Üstadımız mantık ilminde geçen “küllî” ile “küll” mefhumlarını birer tevhid dersi olarak ele almış ve Allah’ın birliğine ve her şeyi bizzat terbiye ederek kemale erdirdiğine dair emsalsiz dersler sunmuştur.
Nur Külliyatı bu derslerle doludur.
“Tecerrüd sırrı”nı açıklarken, “teşahhusattan mücerred bir mahiyet, bütün cüz’iyâtına, en küçüğünden en büyüğüne, tenakus etmeden, tecezzî etmeden bir bakar, girer.” (Sözler)

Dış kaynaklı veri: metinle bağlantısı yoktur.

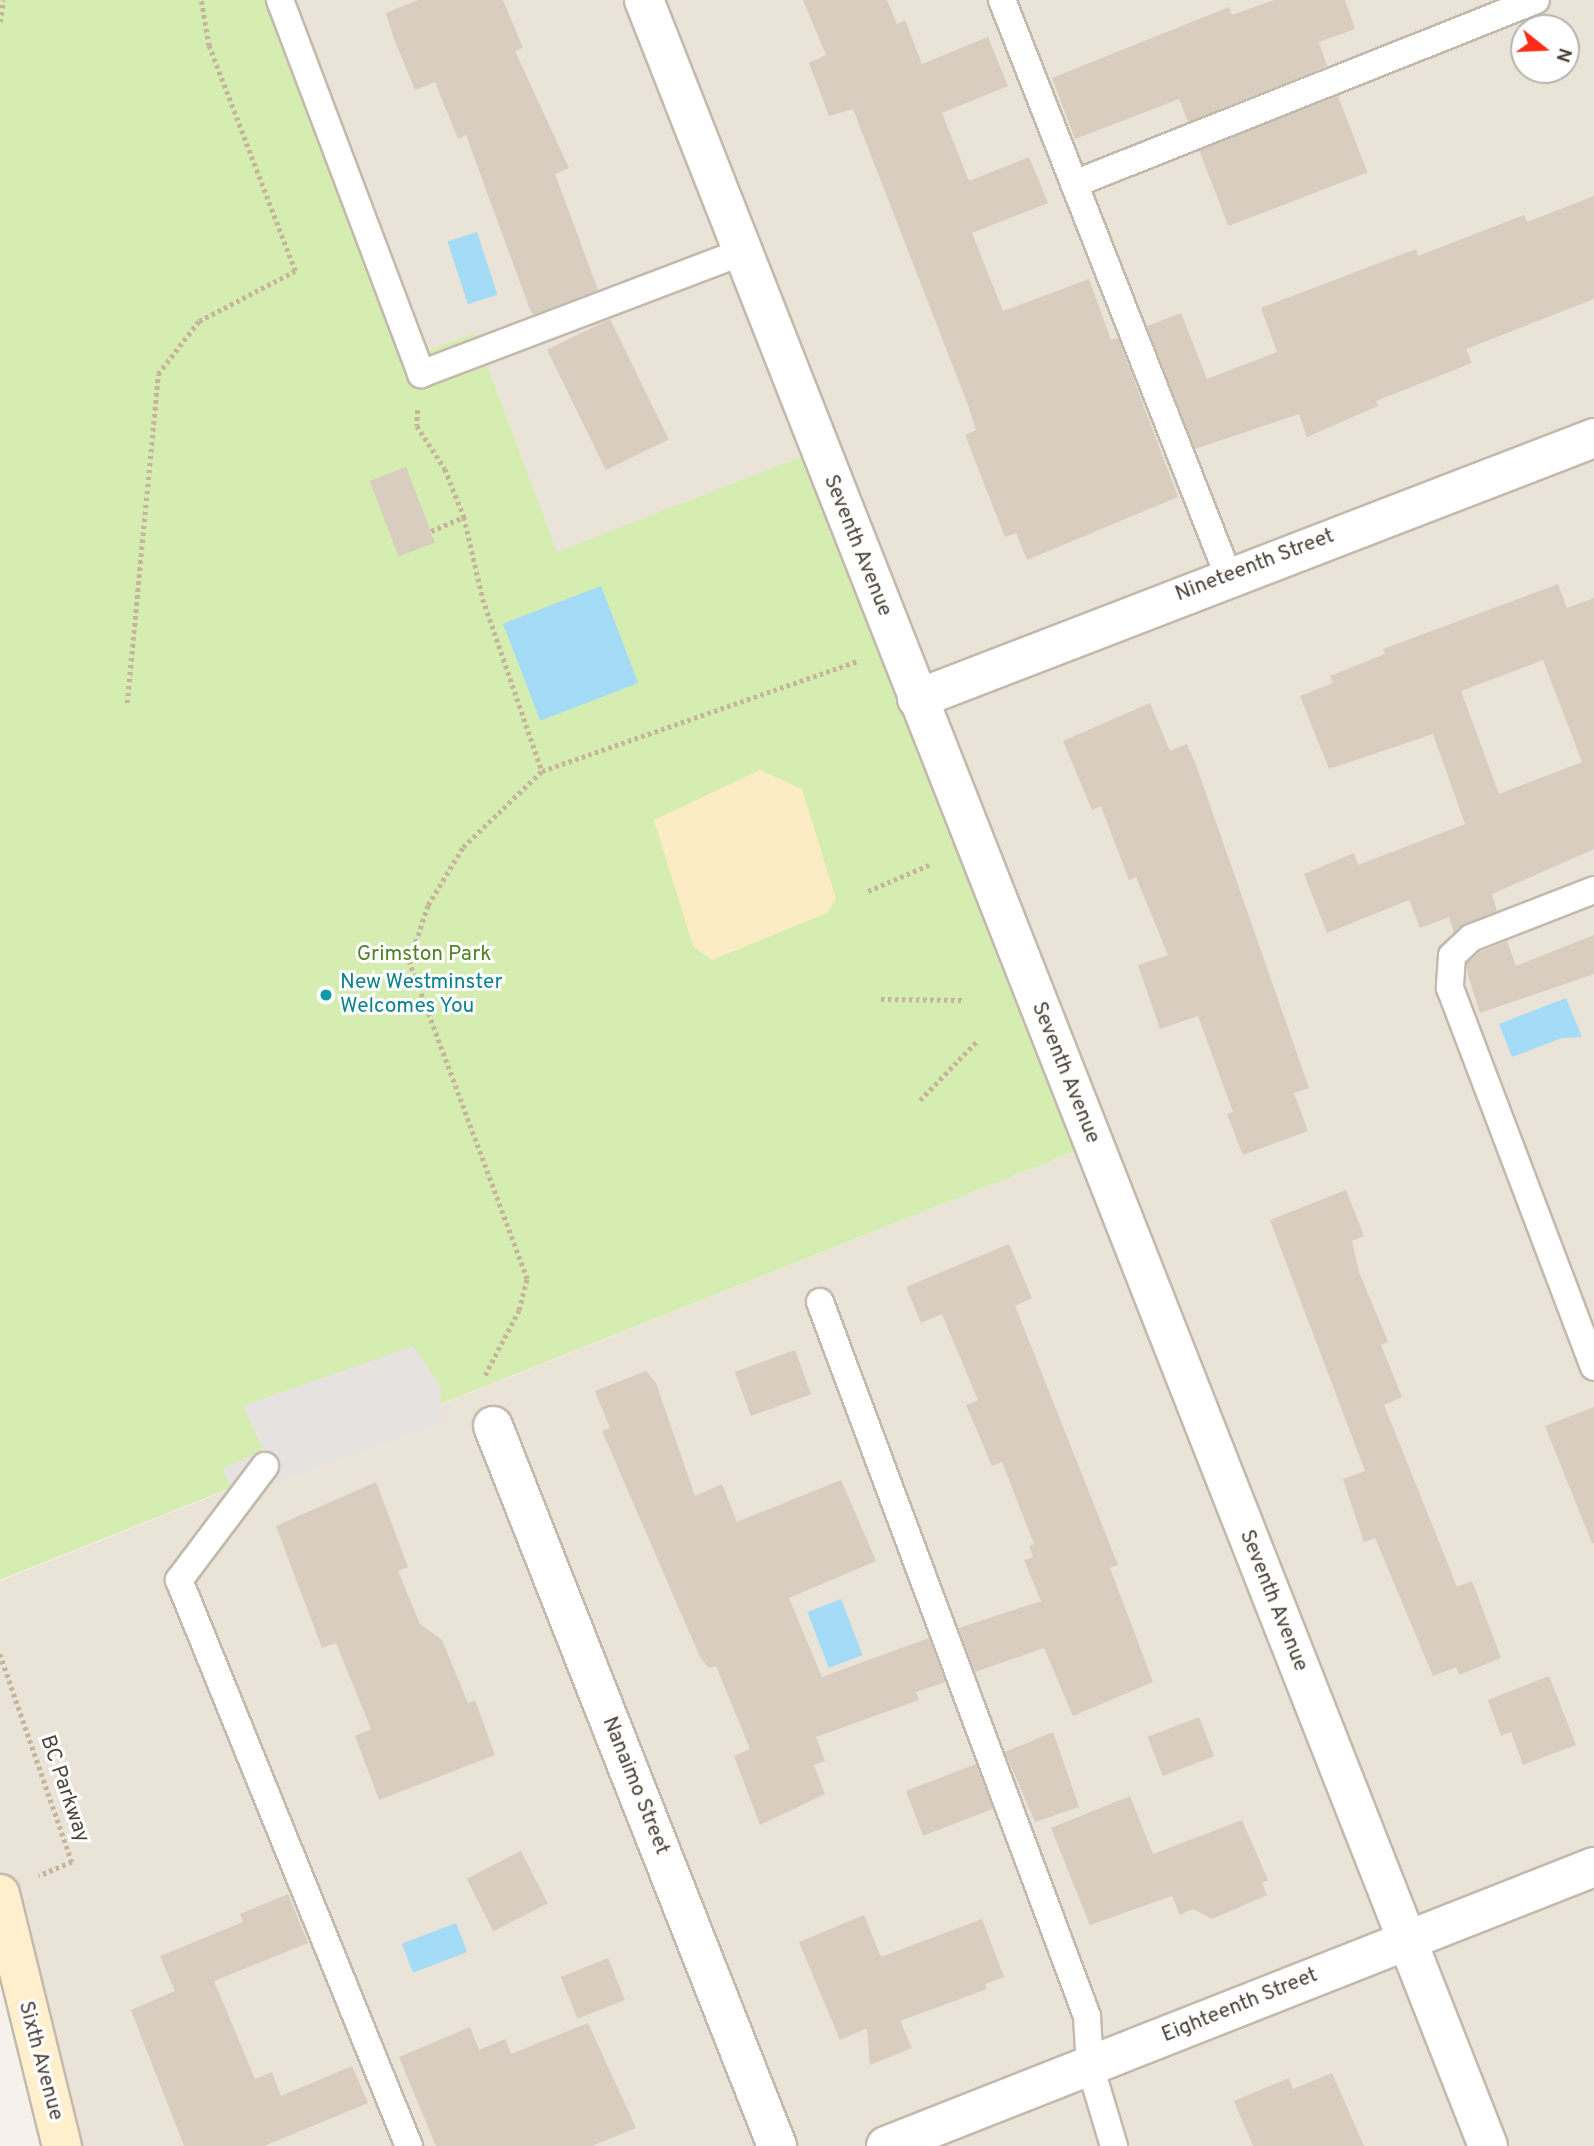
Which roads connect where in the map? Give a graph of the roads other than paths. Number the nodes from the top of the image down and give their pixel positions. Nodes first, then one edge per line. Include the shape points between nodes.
1 (280, 0) edge
2 (643, 0) edge
3 (1002, 0) edge
4 (1536, 0) edge
5 (1074, 184) junction
6 (743, 252) junction
7 (1594, 438) edge
8 (1228, 575) junction
9 (918, 699) junction
10 (1594, 890) edge
11 (820, 1302) dead end
12 (1594, 1367) edge
13 (493, 1426) dead end
14 (265, 1466) dead end
15 (1594, 1867) edge
16 (0, 1894) edge
17 (1408, 1940) junction
18 (1090, 2066) junction
19 (62, 2146) edge
20 (409, 2146) edge
21 (777, 2146) edge
22 (886, 2146) edge
23 (1114, 2146) edge
24 (1489, 2146) edge

1 - 6 lane via 421,374
2 - 6 street, Seventh Avenue
3 - 5 lane
4 - 5 lane
5 - 8 lane
6 - 9 street, Seventh Avenue
7 - 8 street, Nineteenth Street
8 - 9 street, Nineteenth Street
9 - 17 street, Seventh Avenue
10 - 12 lane via 1471,938 1452,956 1450,988
11 - 18 lane via 1087,2016
13 - 21 street, Nanaimo Street
14 - 20 lane via 179,1580
15 - 17 street, Eighteenth Street
16 - 19 street, Sixth Avenue
17 - 18 street, Eighteenth Street
17 - 24 street, Seventh Avenue
18 - 22 street, Eighteenth Street
18 - 23 lane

Bu ifade bir yönüyle küllînin tarifi gibidir. Yani küllîde teşahhus yoktur, o bir mânadır, bir nev’in, bir türün ismidir. Ancak ona sahip fertlerin şahsiyetleri ve hariçte vücutları vardır. Dersin sonunda bizzat kendisinin verdiği misalde şöyle buyurulmuştur: “İğne gibi bir balık, balina balığı gibi o mahiyet-i mücerredeye mâliktir.”
Balık dendiği zaman bu küllî bir mânadır, herhangi bir balığa delalet etmez. Bir balığa da balık denilir, bütün balıklara da. İşte Üstad Hazretleri bu mantık kaidesini Akaid ilminde kullanmış ve bir nev’i yaratan kim ise onun bütün fertlerini yaratan da ancak O’dur. Burada bir bölünme, bir ayırma söz konusu olamaz. Bir insanı yaratan bütün insanların Hâlık’ıdır, bir yıldızı yaratan bütün yıldızların malikidir.

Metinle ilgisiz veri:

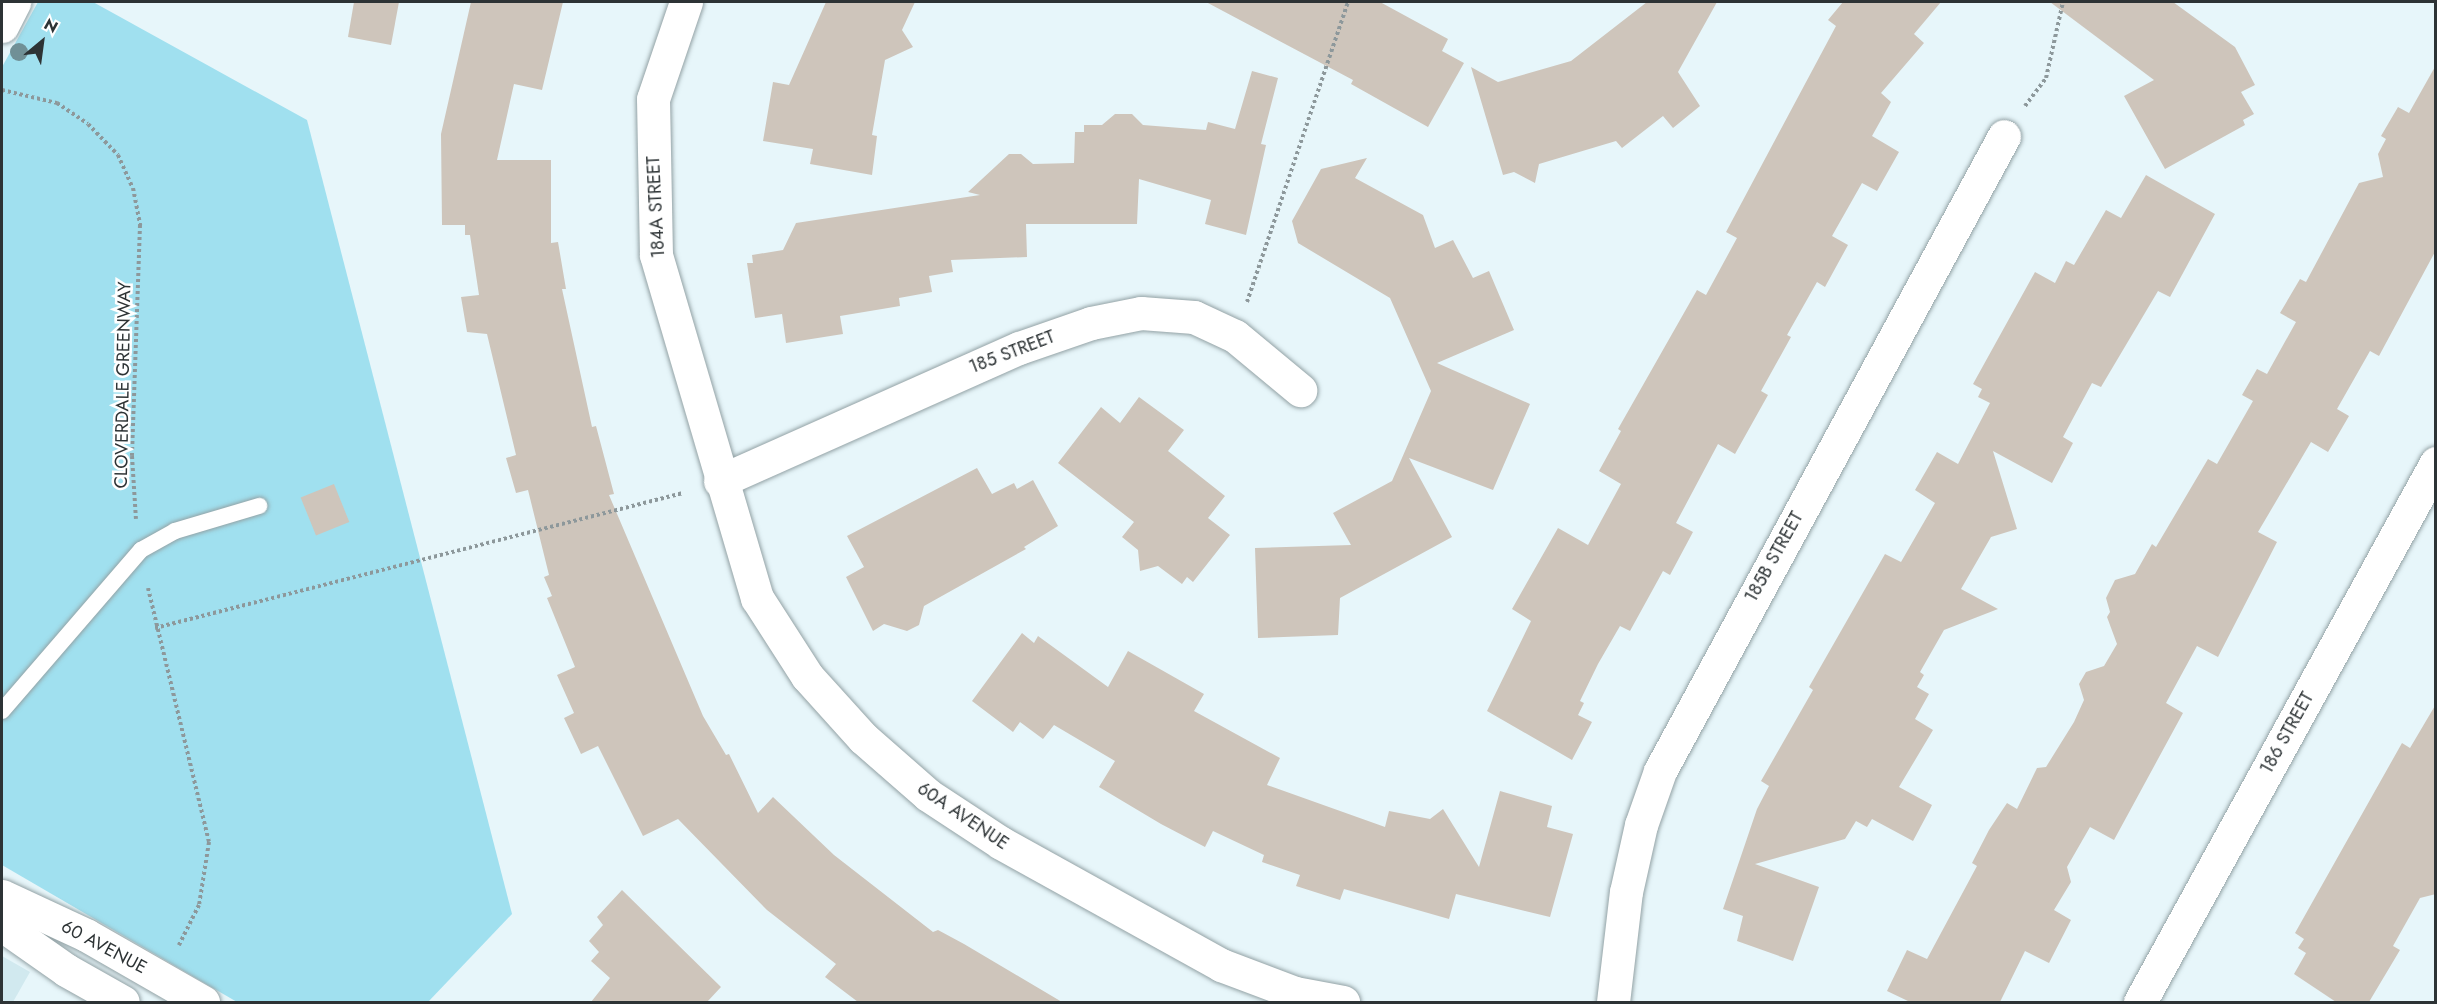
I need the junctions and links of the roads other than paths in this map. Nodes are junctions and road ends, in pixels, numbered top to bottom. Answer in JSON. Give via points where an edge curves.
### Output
{"nodes":[{"id":1,"x":14,"y":2,"type":"edge"},
{"id":2,"x":686,"y":2,"type":"edge"},
{"id":3,"x":2,"y":26,"type":"edge"},
{"id":4,"x":2004,"y":136,"type":"road end"},
{"id":5,"x":1300,"y":390,"type":"dead end"},
{"id":6,"x":2436,"y":463,"type":"edge"},
{"id":7,"x":720,"y":481,"type":"junction"},
{"id":8,"x":259,"y":506,"type":"dead end"},
{"id":9,"x":2,"y":711,"type":"edge"},
{"id":10,"x":2,"y":896,"type":"edge"},
{"id":11,"x":2,"y":926,"type":"edge"},
{"id":12,"x":123,"y":1002,"type":"edge"},
{"id":13,"x":203,"y":1002,"type":"edge"},
{"id":14,"x":1343,"y":1002,"type":"edge"},
{"id":15,"x":1613,"y":1002,"type":"edge"},
{"id":16,"x":2140,"y":1002,"type":"edge"}],
"edges":[{"from":1,"to":3,"type":"street"},
{"from":2,"to":7,"type":"street","name":"184A STREET","via":[[653,99],[656,255]]},
{"from":4,"to":15,"type":"street","name":"185B STREET","via":[[1660,771],[1641,825],[1626,892]]},
{"from":5,"to":7,"type":"street","name":"185 STREET","via":[[1235,336],[1194,317],[1141,314],[1091,323],[934,383]]},
{"from":6,"to":16,"type":"street","name":"186 STREET"},
{"from":7,"to":14,"type":"street","name":"60A AVENUE","via":[[757,598],[807,676],[863,738],[928,795],[1001,843],[1221,965],[1295,993]]},
{"from":8,"to":9,"type":"lane","via":[[175,531],[141,550]]},
{"from":10,"to":13,"type":"street","name":"60 AVENUE","via":[[86,935]]},
{"from":11,"to":12,"type":"street","name":"60 AVENUE","via":[[66,970]]}]}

Küllînin fertlerine cüz’î denilir.
Küll ise bütün demektir, onun parçalarına da cüz’ denilir. Bir insanın bedeni küll, eli, ayağı, .. ise o bedenin birer cüz’üdürler. Bedeni yaratan kim ise eli, ayağı yaratan da ancak o olabilir. Keza, güneş sistemi bir küll, her bir gezegen ise onun cüzleridir. Güneş sistemi kimin mahlûku ise, gezegenlerin yaratıcısı da O’dur.
Küllînin cüz’î fertlerini incelediğimizde onlarda cemalin, rahmet ve keremin, lütuf ve ihsanın tecellisini öncelikle görürüz. Cenab-ı Hak bu cüz’î fertlerin her birinde esmasını tecelli ettirmiş ve her birinin her ihtiyacını lütfuyla yerine getirmiştir. Bu ise bir cemal ve ehadiyet tecellisidir.
Bütün mahlûkatın yüksek bir sada ile Allah’ın her şeye kâdir olduğunu ilan ediyor. Sayısız denecek kadar yıldızların sema âlemini şenlendirmeleri, yine üç milyon olarak ifade edilen canlı türlerinin bütün fertleri yanında bütün bitki türlerinin de gayet kolay ve san’atlı olarak yaratılmaları birlikte düşünüldüğünde bütün bu icraatları yapan kudretin sonsuz olduğu açıkça anlaşılır.
Işığın hızı saniyede 300 bin kilometre olduğu halde, ışığı hâlâ dünyaya ulaşmamış yıldızların olduğu söylenmektedir. Bu ise sonsuz bir kudreti açıkça ilan eder.
Canlı türlerinden birisi insandır. İnsan nev’inin bütün fertlerinde her saniyede elli milyon hücrenin ölmesi ve bir o kadarının da yaratılması İlâhî kudretin sonsuz olduğunu bildirmeye yeter.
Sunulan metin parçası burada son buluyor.